Batteries not Bullets

Wednesday, April 12, 2006

I might have heard James Woolsey* deliver his opening speech on clean energy at the 58th Conference World Affairs in Boulder, except that it’s been a very busy week. There were presentations for Colorado Interfaith Power & Light in Denver. A wave energy start-up wanted input on its marketing message and a new urbanism real estate developer wanted some guidance on solar photovoltaics. The Green House Network needed someone to administer registration for a conference on climate change and coal-fired plants…so I signed on. Because I couldn’t put it down, I finished reading “Electric Universe” by David Bodanis.

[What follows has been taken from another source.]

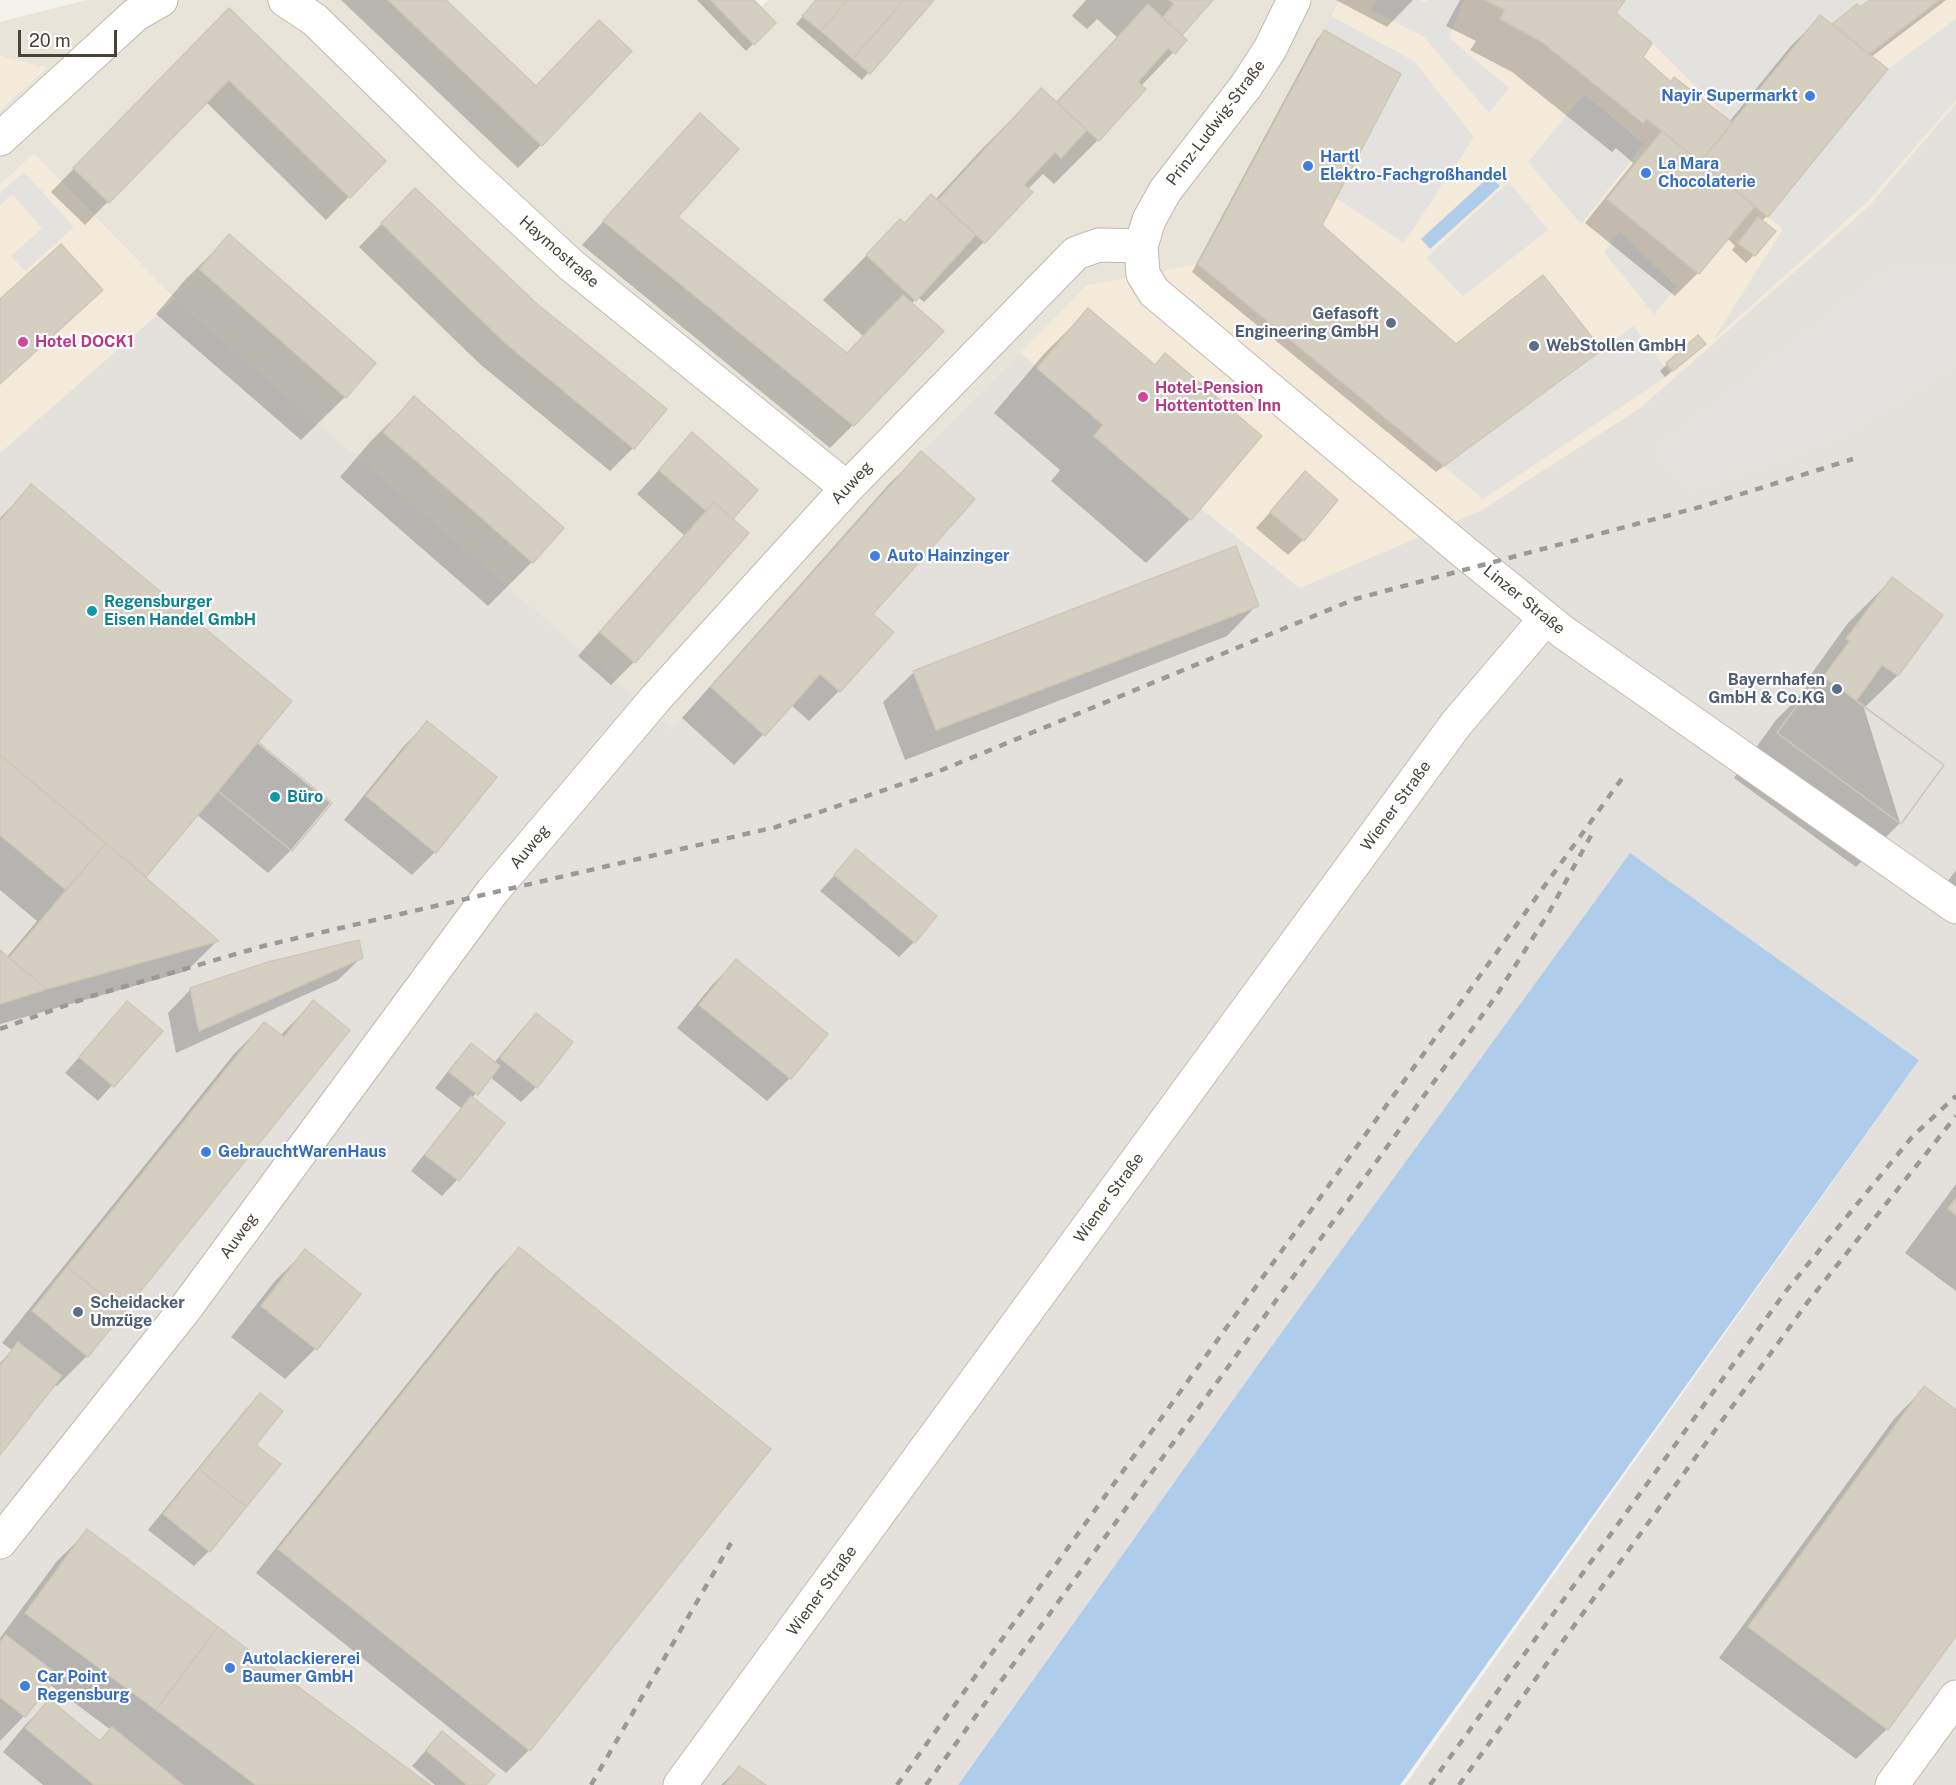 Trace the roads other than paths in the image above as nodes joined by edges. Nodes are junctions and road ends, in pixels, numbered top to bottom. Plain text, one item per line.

And my dad came out from New York for a brief visit. He’s a corporate attorney – Chinese and Saudi clients…you get the drift – with an ivy undergrad engineering degree. Growing up, time alone together was scarce (divorce, etc); I recall being truly alone him only once, in his garden, talking about tomatoes. (We’re both nuts about gardening.) I don’t have a garden these days, but I do have the ‘brae bio-bus’ project. Absent easy chit-chat about purple heirlooms and pests, I hit him up for advice on the electrical configuration for the bio-bus. I showed him my two maintenance-free 6volt 220ah Lifeline batteries, the solar trickle charger on the starter batteries, and my favorite new toy, a Xantrex 400watt modified sine wave inverter, battery, AC/DC box with charge control panel, AM/FM radio and AC wall wart charger. I pulled out pictures of a 2000watt pure sine wave inverter/charger, a 300amp T fuse block, a distribution box, and solar panels – and the schematic I’d drawn. He thumbed through “The RVers’ Guide to Solar Battery Charging: 12volt DC-120volt AC Inverters” and a Real Goods catalog. Taking shelter from a rare drizzle in Denver, could my dad figure out how AC shore power connects to the inverter/charger? Yes, indeed.

Accelerating Advanced Hybrid Technology into the Marketplace

In the midst of this fascination with the electric universe, I spoke with David West, founding member of the Plug-in Hybrid Development Consortium and Vice President of Marketing for Raser Technologies – an R&D company that develops and licenses advanced electric motor and controller technology. Raser is a member of the Consortium, along with: A123Systems, International Battery, Delta-Q Technologies, Daiken, ENAX, Electrovaya, Maxwell Technologies, and two utilities, Pacific Gas & Electric and Southern California Edison.

All Consortium members have a financial interest in market adoption of the plug-in hybrid electric vehicle (or PHEV) – from the manufacturers of components like batteries to the electric utilities. Yet, I’ve heard enough people interested in clean energy declare defensively, “I’m not a tree hugger,” that David’s comments were refreshing. Plug-in hybrids aren’t just about making money; no, they are also about making a better planet. These hybrids are part of a viable vision – one in which the power of batteries, not the force of bullets, meets our growing demand for energy.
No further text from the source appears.